I've read in a text somewhere what looks like the following:

X and Y are two RVs. Let Y = aX + b for some two real a and b.

First of all, what does scalar multiplication of an RV mean?

Second, what does addition of a constant to an RV mean?

Any help is appreciated!
• Nov 7th 2011, 01:20 AM
Moo
Re: What does addition operation on RVs mean?
Hello,

Basically, the RV takes some values.
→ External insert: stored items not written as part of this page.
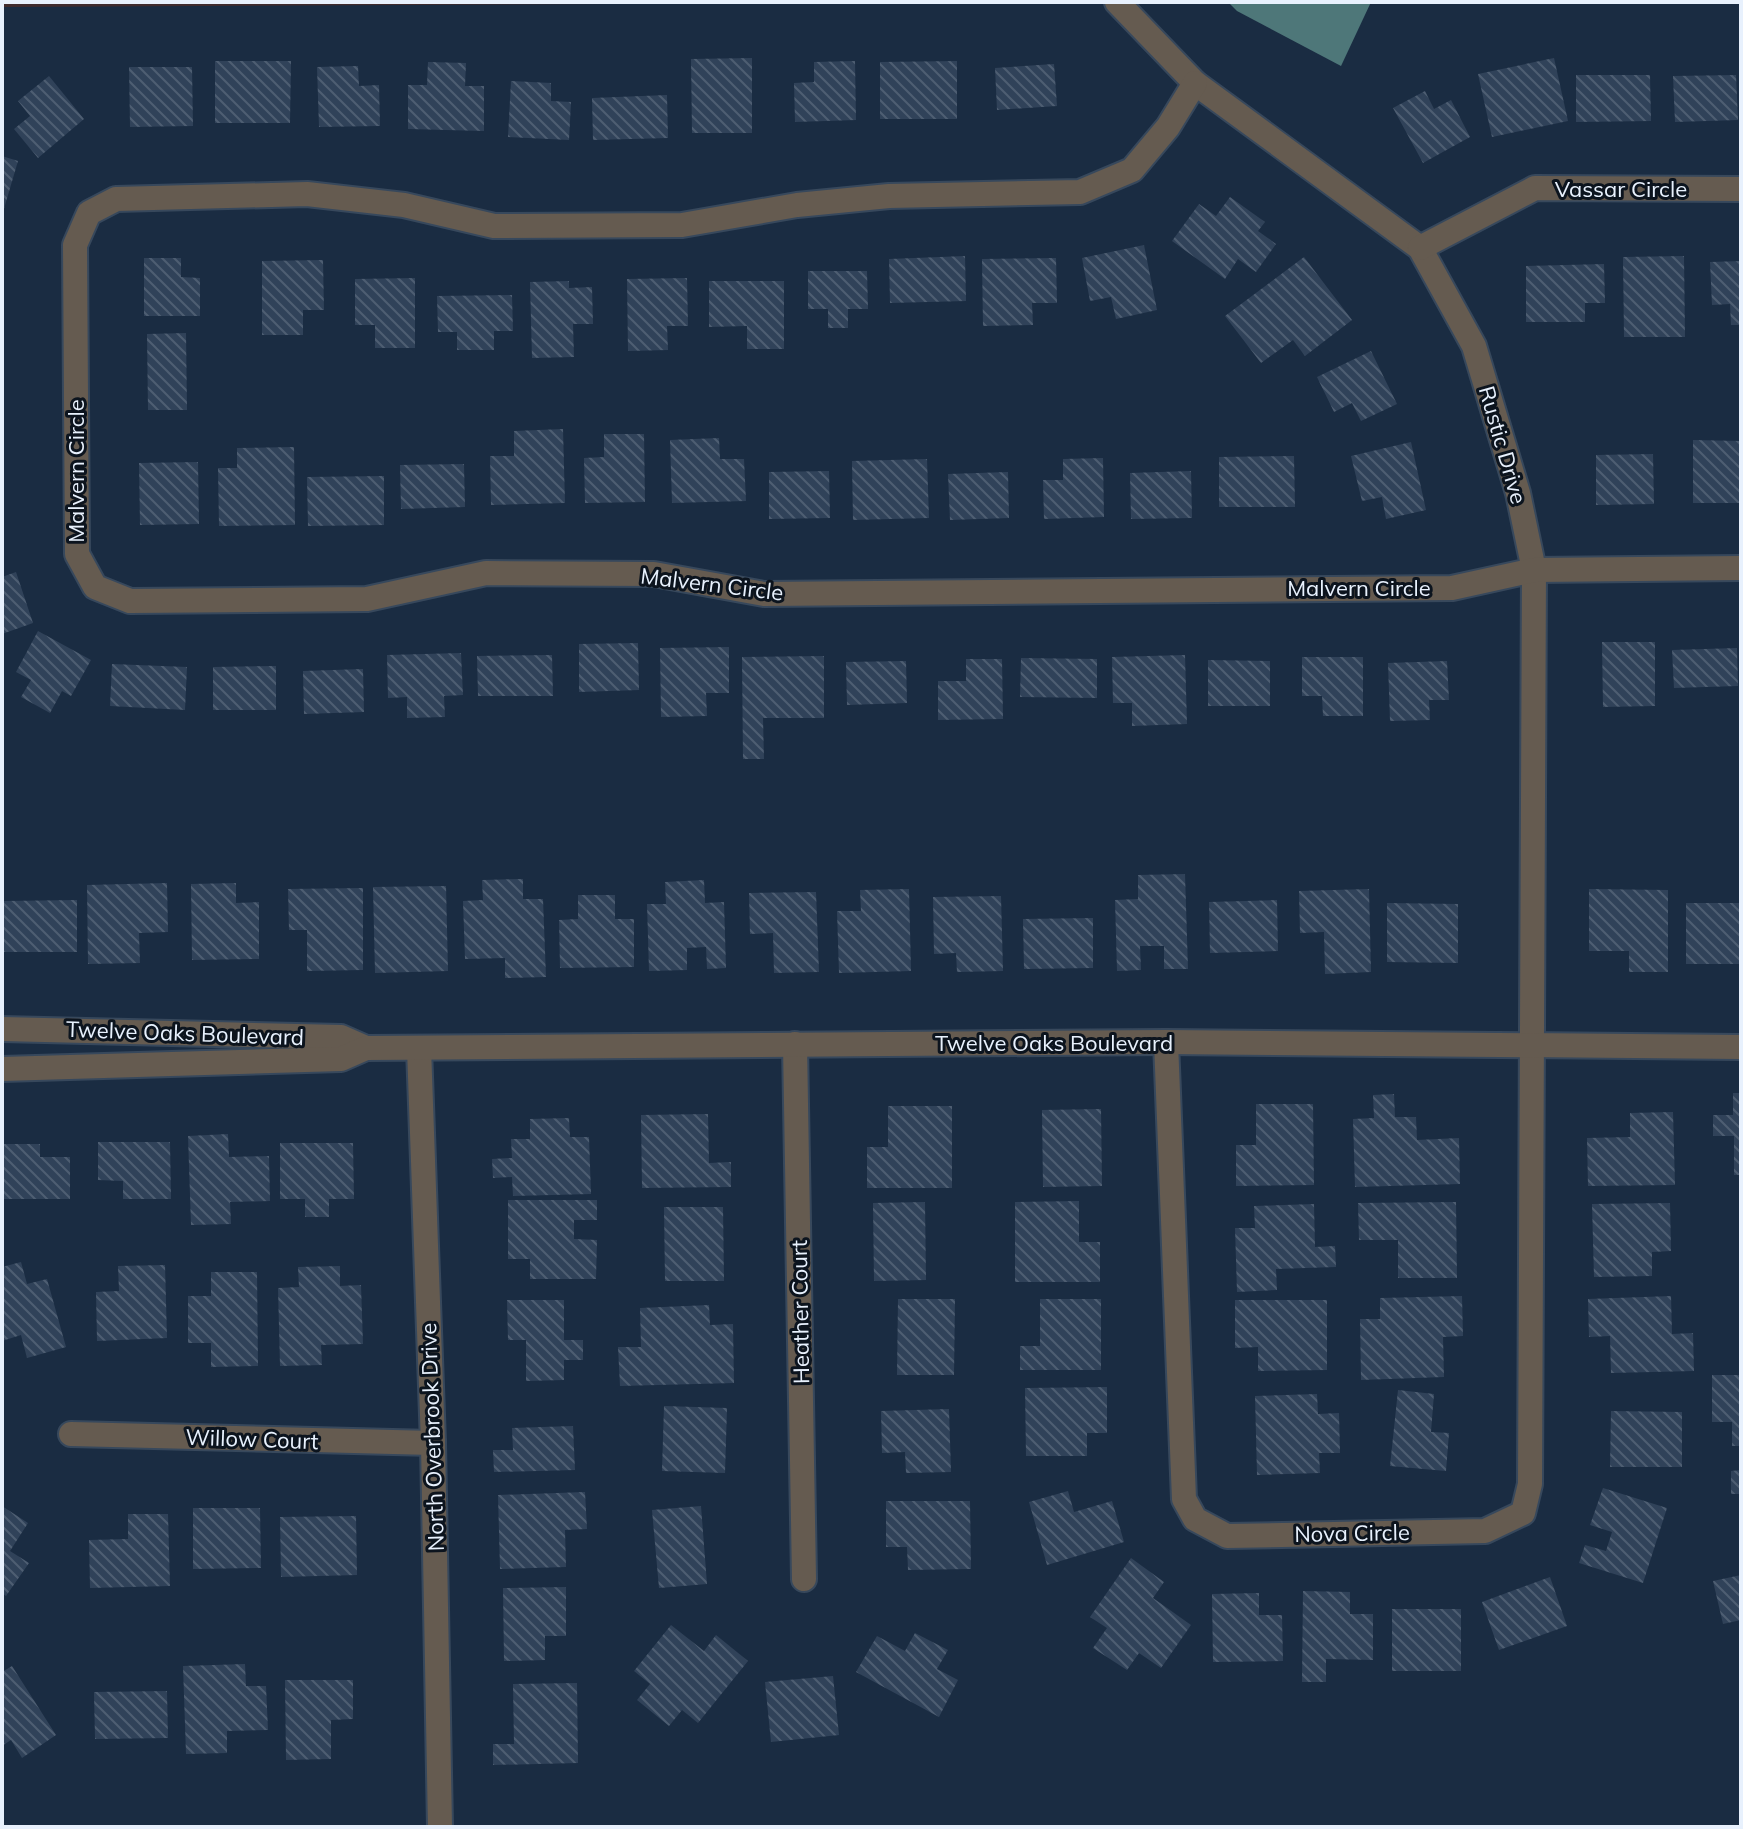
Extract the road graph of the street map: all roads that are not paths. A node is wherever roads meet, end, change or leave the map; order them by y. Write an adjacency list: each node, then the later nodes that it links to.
1 (1117, 2): 2 (street, Rustic Drive)
2 (1195, 83): 4 (street, Rustic Drive); 6 (street, Malvern Circle)
3 (1741, 189): 4 (street, Vassar Circle)
4 (1420, 248): 6 (street, Rustic Drive)
5 (1741, 568): 6 (street)
6 (1534, 570): 10 (street, Rustic Drive)
7 (11, 1029): 12 (street, Twelve Oaks Boulevard); 14 (street)
8 (1166, 1042): 9 (street, Twelve Oaks Boulevard); 10 (street, Twelve Oaks Boulevard); 10 (street, Nova Circle)
9 (795, 1044): 13 (street, Twelve Oaks Boulevard); 17 (street, Heather Court)
10 (1531, 1047): 11 (street, Twelve Oaks Boulevard)
11 (1741, 1047)
12 (366, 1048): 13 (street, Twelve Oaks Boulevard); 14 (street, Twelve Oaks Boulevard)
13 (419, 1048): 16 (street, North Overbrook Drive)
14 (11, 1068)
15 (71, 1434): 16 (street, Willow Court)
16 (433, 1443): 18 (street, North Overbrook Drive)
17 (804, 1579)
18 (440, 1827)

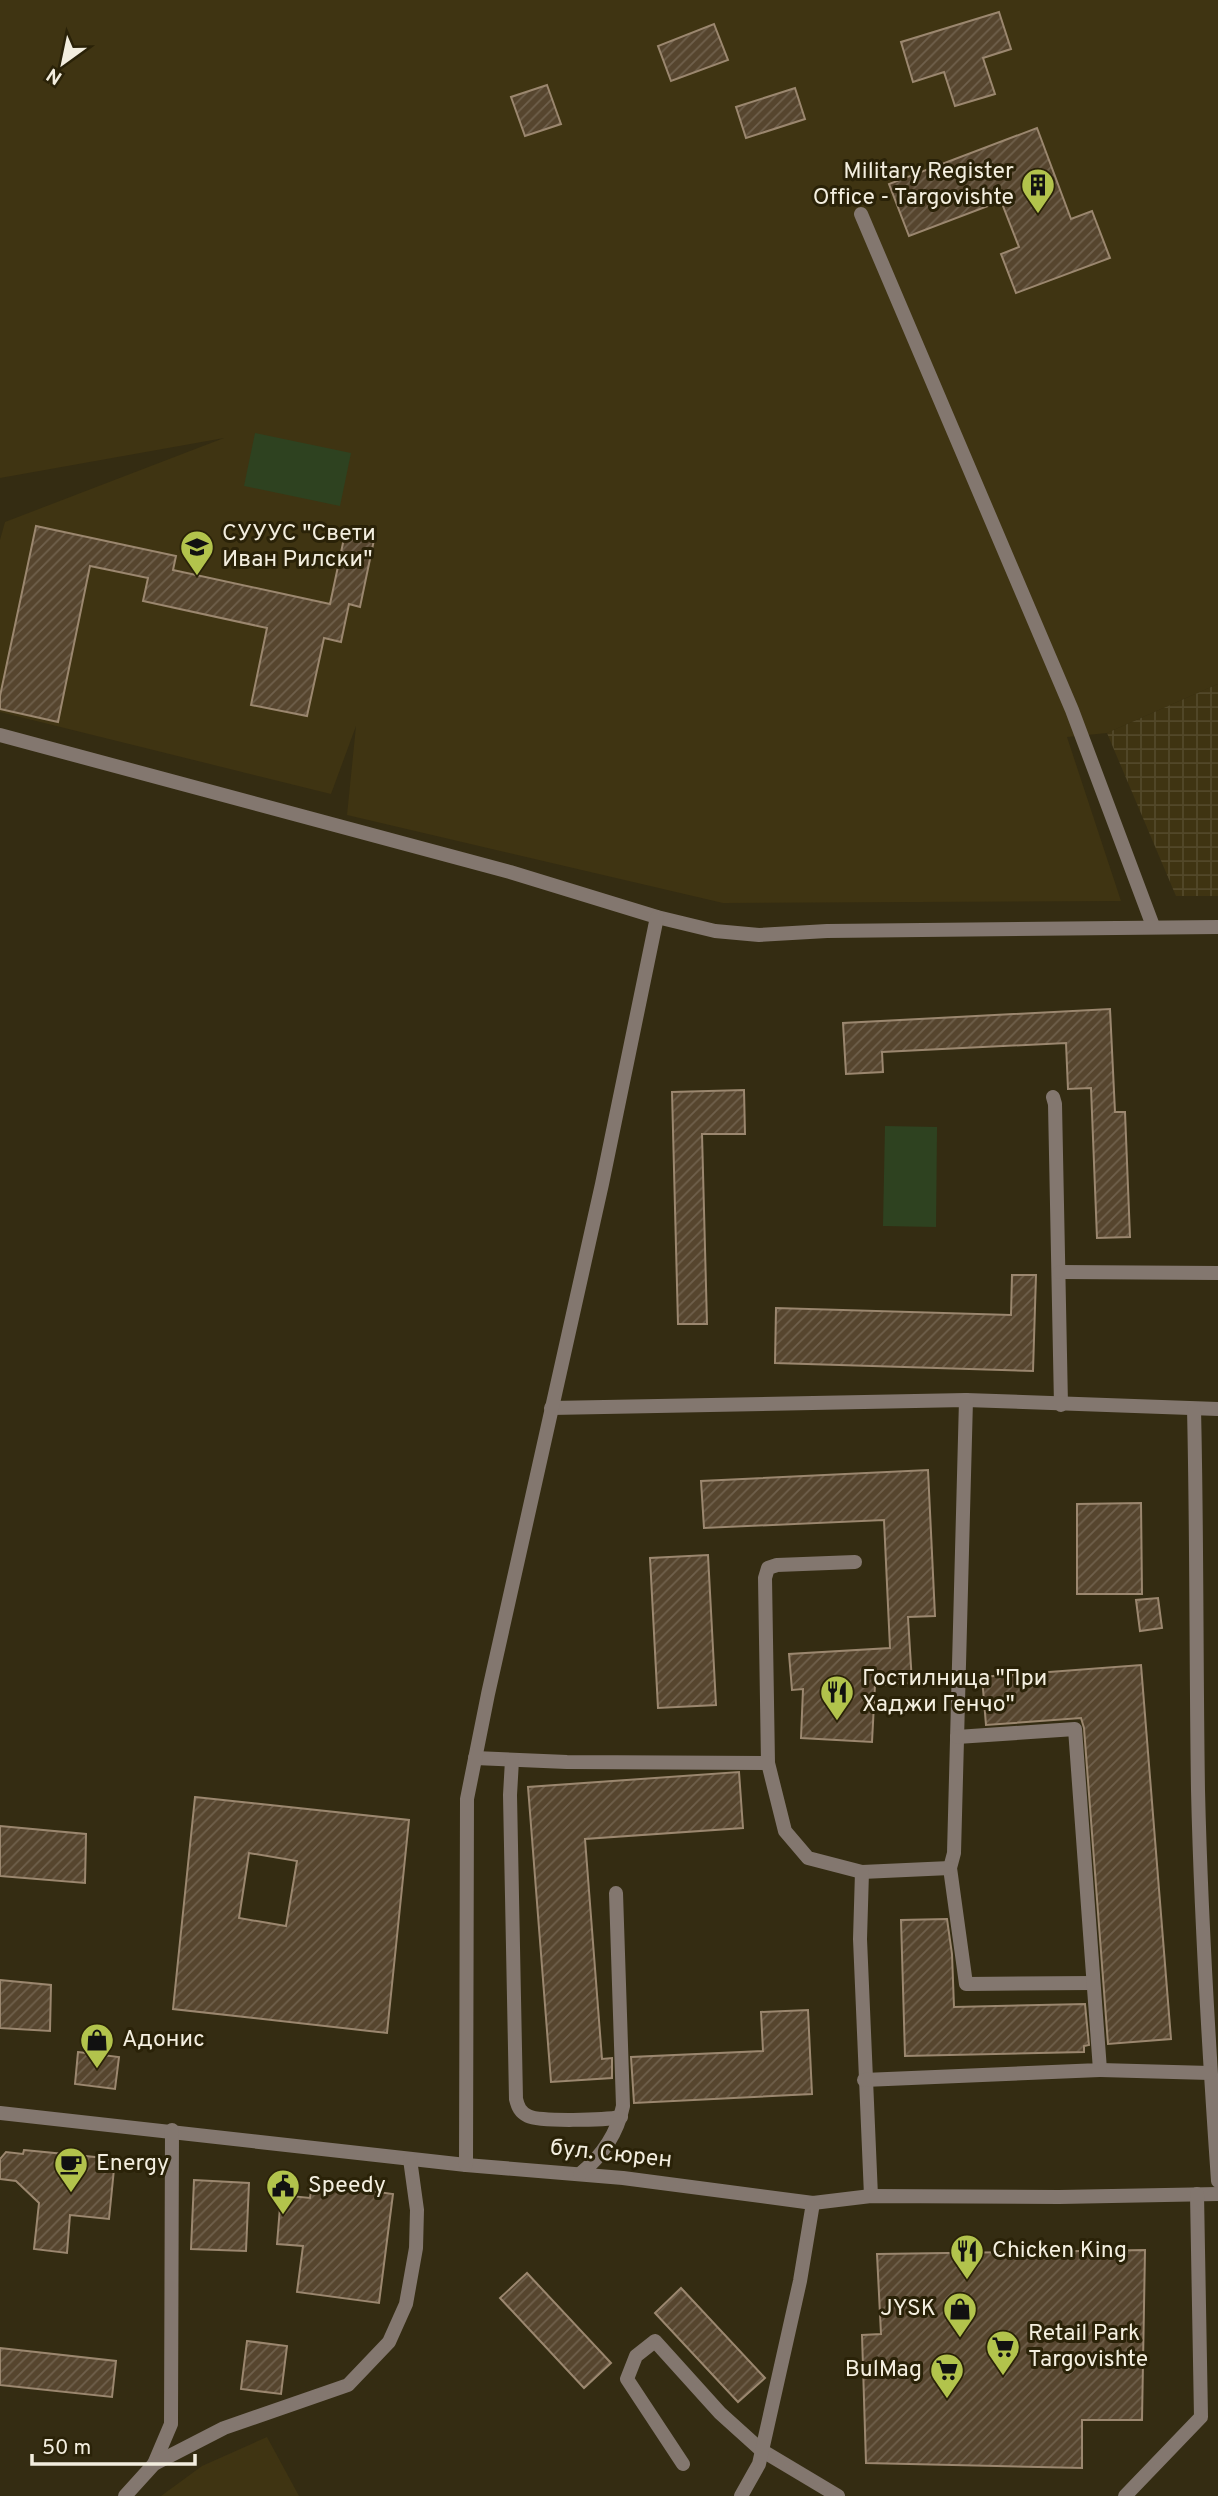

Suppose you have X following a Bernoulli distribution (the most simple) with parameter p.
Then P(X=0)=1-p and P(X=1)=p.
What is the distribution of Y=aX+b ? Its only possible values will depend on those of X : a*0+b=b and a*1+b=a+b.
So P(Y=b)=P(a*X+b=b)=P(X=0)=1-p and P(Y=a+b)=p.
• Nov 7th 2011, 02:25 AM
rebghb
Re: What does addition operation on RVs mean?
Alright yeah I was always thinking that an RV, for instance X, is only an abstraction.

Thanks!
• Nov 7th 2011, 03:53 AM
Moo
Re: What does addition operation on RVs mean?
The real definition of a rv is that it's a function that goes from $\displaystyle \Omega$ (the set of all events) and $\displaystyle \mathbb R$ for example (it could be $\displaystyle \mathbb C$ as well).

When one actually write $\displaystyle X$, it's $\displaystyle X(\omega), \omega \in\Omega$.
When you write a*f(x)+b it's the same.

A probability P measures the 'quantity' of $\displaystyle \omega$ such that the event is realised : $\displaystyle P(X=5414775)=P(\omega ~:~ X(\omega)=5414775)$. Here, the event is {X=5414775}.

I'm trying to give you a deeper explanation, if you don't understand, don't worry you'll know it in time if you continue studying probability :)
• Nov 7th 2011, 07:09 AM
rebghb
Re: What does addition operation on RVs mean?
Well I'm studying about random processes right now :D

You know it's always technical around here, very mechanic. I know my way around RVs, integrals, etc. but I only started to learn how they popped up a while after I first got to learn them.